You probably are aware of this already, but just in case, there is *no* security in using the rh-test-cert. It is only for testing.
- The first question pesign should be installed on the host machine or in the mock build container? [root@localhost ~]# dnf install fedpkg fedora-packager rpmdevtools ncurses-devel pesign grubby Last metadata expiration check: 1:28:32 ago on Wed 15 Jul 2020 10:52:32 PM +05. Package fedpkg-1.38-5.fc33.noarch is already installed. Package fedora-packager-0.6.0.4-1.fc33.noarch is already installed. Package rpmdevtools-8.10-11.fc33.noarch is already installed. Package ncurses-devel-6.2-2.20200222.fc33.x86_64 is already installed. Package pesign-113-8.fc33.x86_64 is already installed. Package grubby-8.40-46.fc33.x86_64 is already installed. Dependencies resolved. Nothing to do. Complete! Ok, anyway I see that it always installed in mock by `BuildRequires` option in spec file.
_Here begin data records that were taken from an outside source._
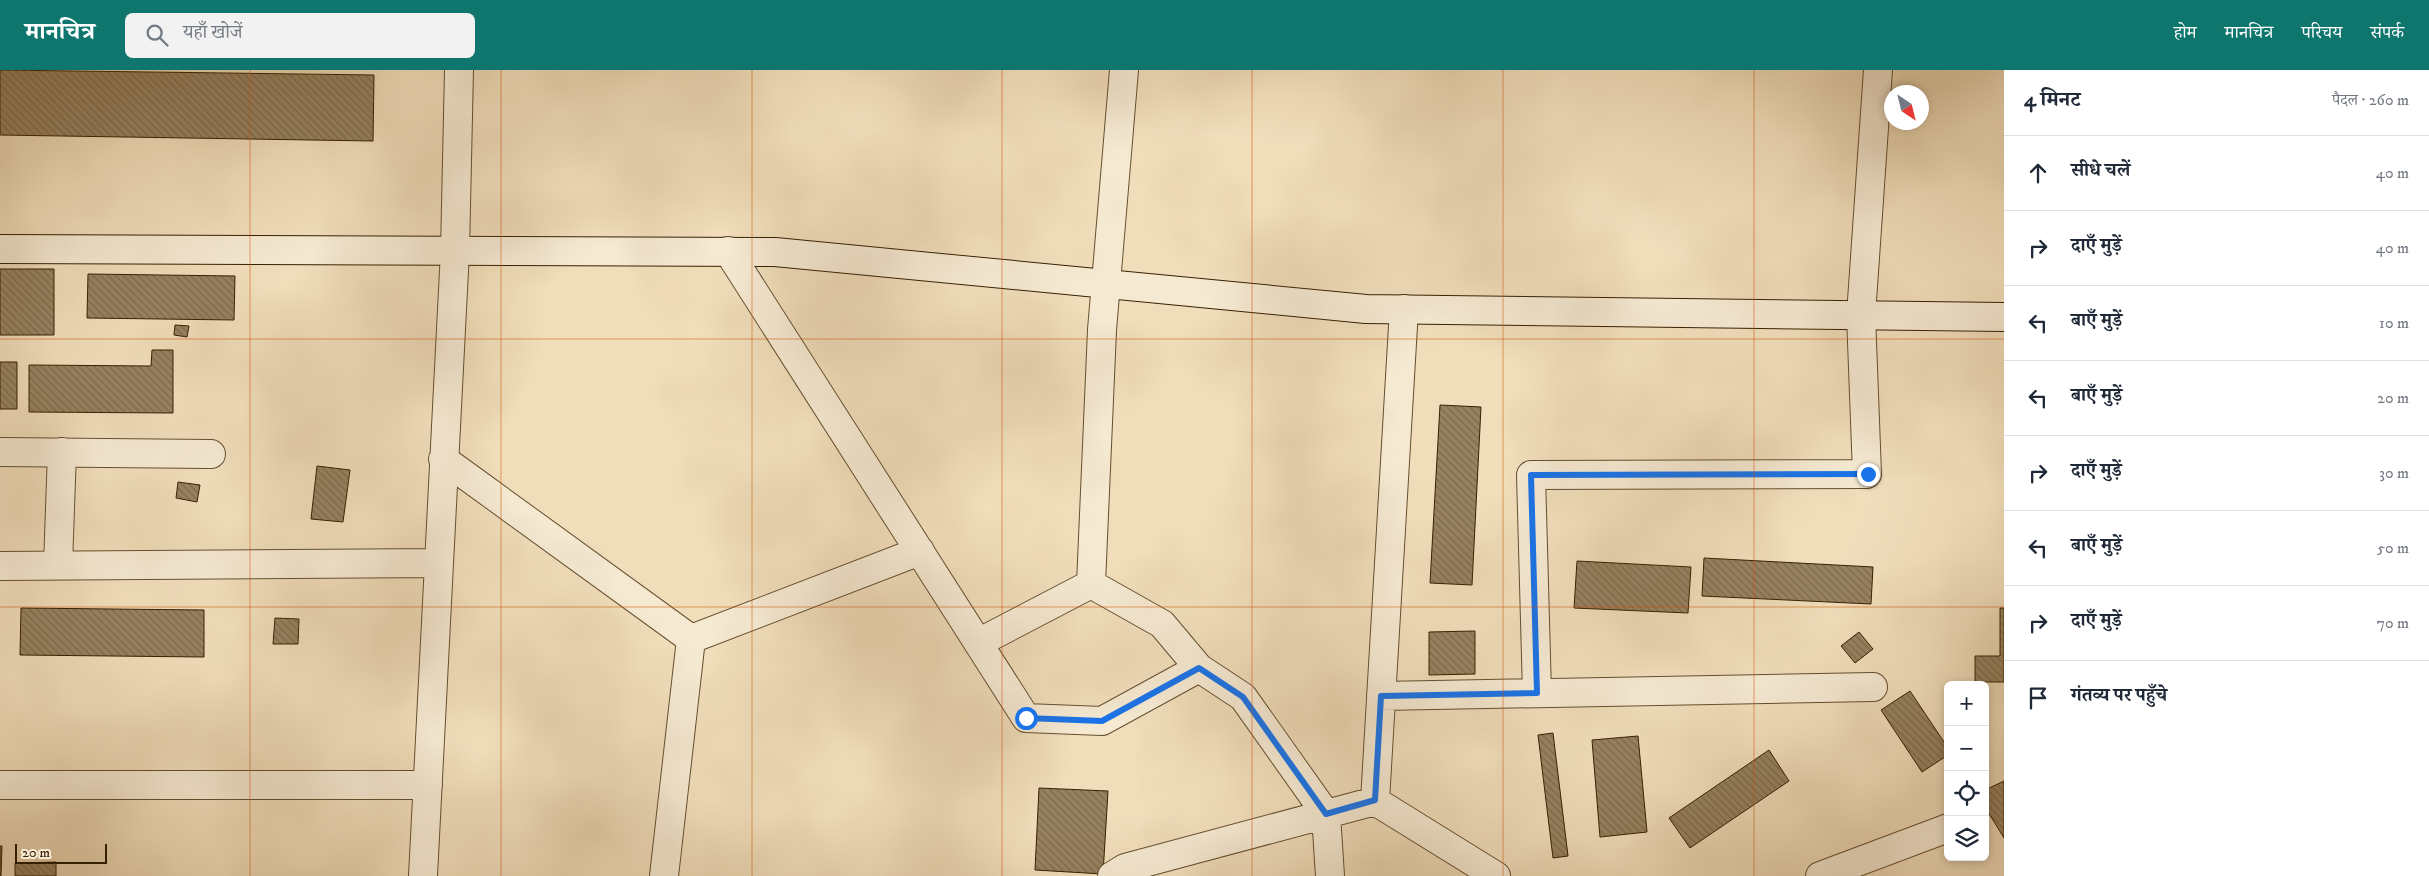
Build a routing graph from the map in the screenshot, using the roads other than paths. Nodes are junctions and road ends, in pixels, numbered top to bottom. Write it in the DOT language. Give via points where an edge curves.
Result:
graph roads {
  1 [pos="459,70"];
  2 [pos="1124,70"];
  3 [pos="1878,70"];
  4 [pos="0,249"];
  5 [pos="455,251"];
  6 [pos="728,251"];
  7 [pos="1107,284"];
  8 [pos="1404,309"];
  9 [pos="1861,315"];
  10 [pos="2004,317"];
  11 [pos="0,452"];
  12 [pos="62,452"];
  13 [pos="211,454"];
  14 [pos="443,459"];
  15 [pos="920,552"];
  16 [pos="438,563"];
  17 [pos="58,565"];
  18 [pos="0,566"];
  19 [pos="1091,584"];
  20 [pos="691,639"];
  21 [pos="978,643"];
  22 [pos="1199,668"];
  23 [pos="1873,687"];
  24 [pos="1537,693"];
  25 [pos="1381,696"];
  26 [pos="0,785"];
  27 [pos="428,785"];
  28 [pos="1375,800"];
  29 [pos="1326,814"];
  30 [pos="1944,830"];
  31 [pos="423,876"];
  32 [pos="664,876"];
  33 [pos="1112,876"];
  34 [pos="1330,876"];
  35 [pos="1496,876"];
  36 [pos="1820,876"];
  1 -- 5 [label="street"];
  2 -- 7 [label="street"];
  3 -- 9 [label="street"];
  4 -- 5 [label="street"];
  5 -- 6 [label="street"];
  5 -- 14 [label="street"];
  6 -- 7 [label="street" via="774,252"];
  6 -- 15 [label="street"];
  7 -- 8 [label="street"];
  7 -- 19 [label="street" via="1102,330"];
  8 -- 9 [label="street"];
  8 -- 25 [label="street"];
  9 -- 10 [label="street"];
  9 -- 24 [label="street" via="1868,474 1531,475"];
  11 -- 12 [label="street"];
  12 -- 13 [label="street"];
  12 -- 17 [label="street"];
  14 -- 16 [label="street"];
  14 -- 20 [label="street"];
  15 -- 20 [label="street"];
  15 -- 21 [label="street"];
  16 -- 17 [label="street"];
  16 -- 27 [label="street"];
  17 -- 18 [label="street"];
  19 -- 21 [label="street"];
  19 -- 22 [label="street" via="1162,624"];
  20 -- 32 [label="street"];
  21 -- 22 [label="street" via="1026,718 1102,721"];
  22 -- 29 [label="street" via="1243,697"];
  23 -- 24 [label="street"];
  24 -- 25 [label="street"];
  25 -- 28 [label="street"];
  26 -- 27 [label="street"];
  27 -- 31 [label="street"];
  28 -- 29 [label="street"];
  28 -- 35 [label="street"];
  29 -- 33 [label="street" via="1126,868"];
  29 -- 34 [label="street"];
  30 -- 36 [label="street"];
}
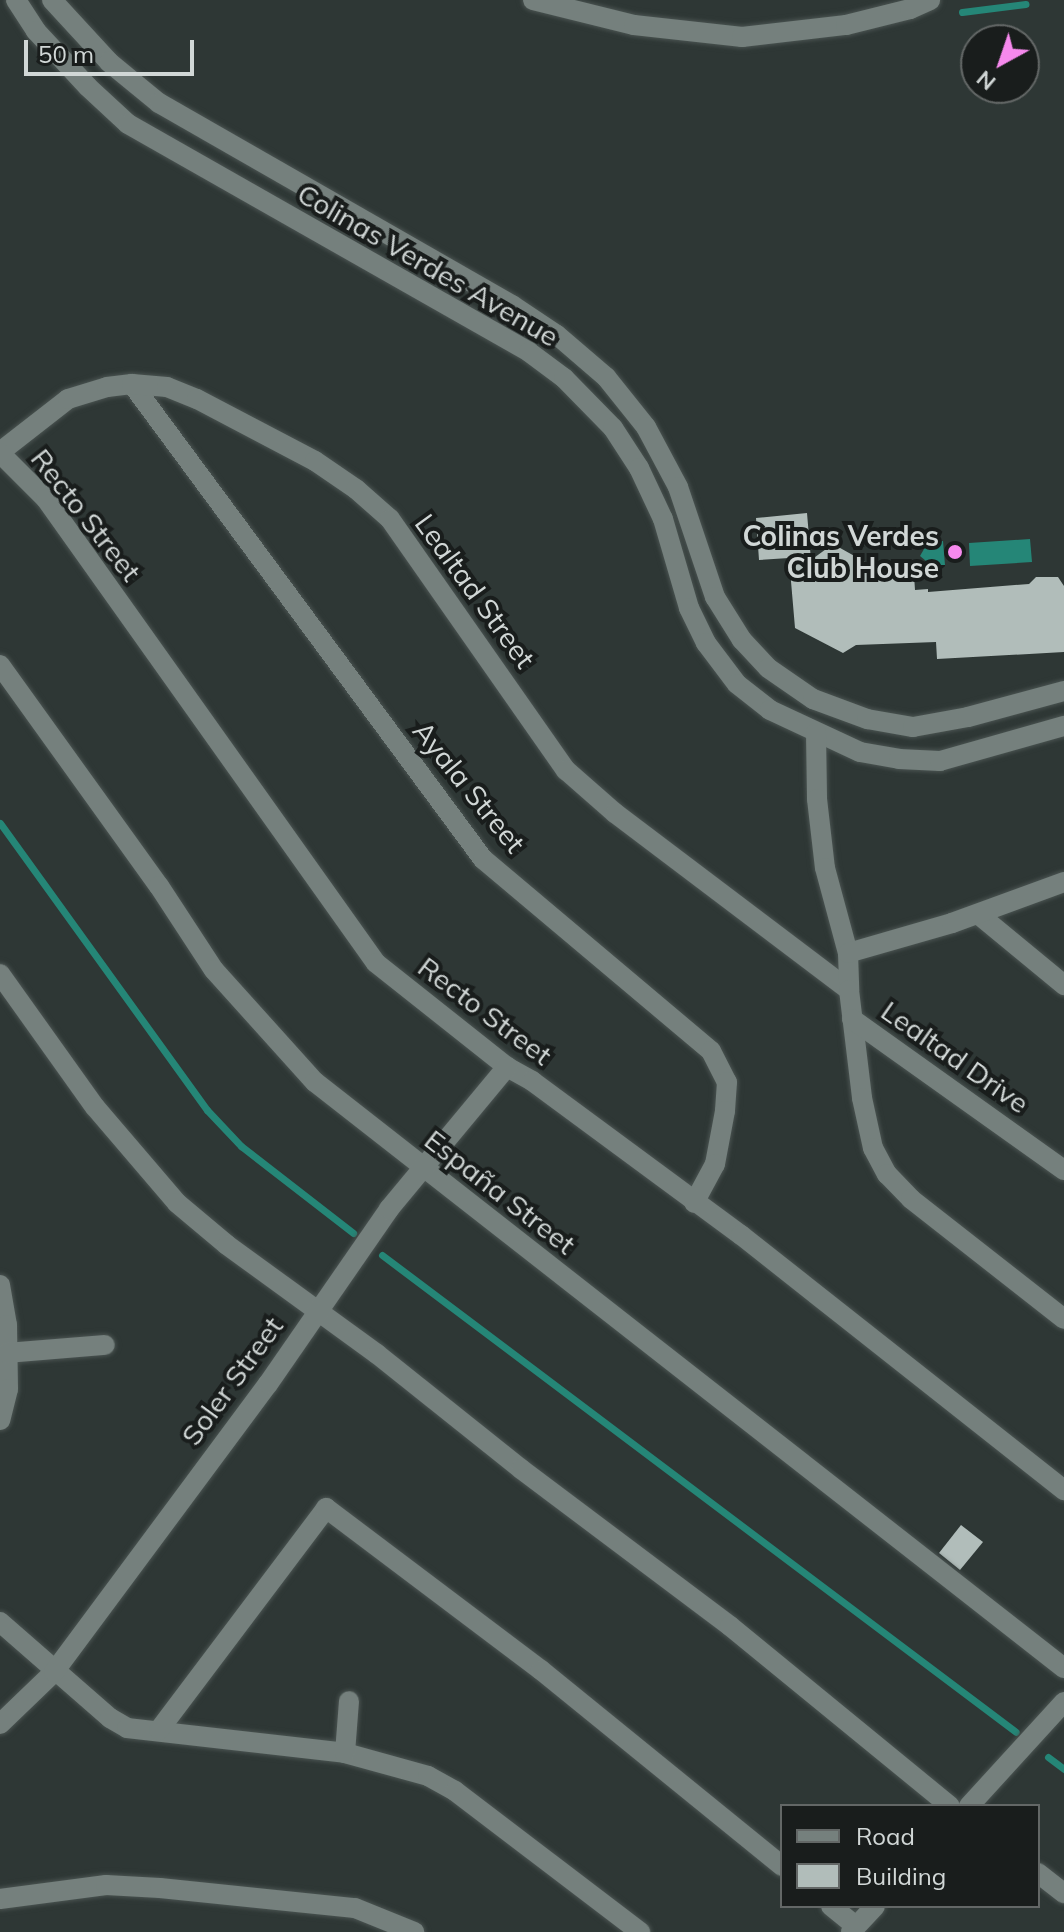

And I also installed pesign on host machine. - Second question should pesing service started manually? Ok, I can start pesign on the host machine `# systemctl start pesign.service`, but what about mock container? This is should do spec file or should be used host pesign service in this case mock config should forward necessary sockets.
I can't answer your questions as I am unfamiliar with mock. But I agree with you, mock is not performing properly. Maybe you should open a ticket against mock rather than the kernel, asking for integration with pesign. It seems that it is not working correctly. At the least you will get someone with some expertise to look at the problem.
When I check the build.log on koji. E.g., https://kojipkgs.fedoraproject.org//packages/kernel/5.8.0/0.rc5.1.fc33/data/logs/x86_64/root.log It contains: DEBUG util.py:215: ensuring that dir exists: /var/run/pesign DEBUG util.py:215: ensuring that dir exists: /var/lib/mock/f33-build-21536075-1720031/root/var/run/pesign DEBUG util.py:218: creating dir: /var/lib/mock/f33-build-21536075-1720031/root/var/run/pesign DEBUG util.py:215: ensuring that dir exists: /var/lib/mock/f33-build-21536075-1720031/root/var/run/pesign Which is not what Mock normally does. fedpkg mock-config does not reveal anything special. Not sure what magic is in place.
Fedora signs officially built x86_64 kernels. It does this by running pesign on the x86_64 kernel builder and bind mounting in the socket used to communicate with it into the mock chroot. Then builds talk to the socket which talks to the pesign on the builder which in turn uses a smart card to sign things for the build. config_opts['plugin_conf']['bind_mount_opts']['dirs'].append(('/var/run/pesign', '/var/run/pesign' )) In the past the kernel was setup so if it wasn't able to read/talk to pesign, it would just sign with a dummy test certificate. I suspect this might be related to the https://fedoraproject.org/wiki/Changes/NSSDBMRemoval change which broke pesign for a while...
As I said on list, this was due to pesign issues that were in the process of being debugged. Rawhide pesign as of this afternoon (-10) should be able to build locally now.
Created attachment 1701713 [details] build.log I am was able build kernel 5.8.0-0.rc5.20200717git07a56bb875af.1.fc33.x86_64 with pesign 113-10.fc33
This bug appears to have been reported against 'rawhide' during the Fedora 33 development cycle. Changing version to 33.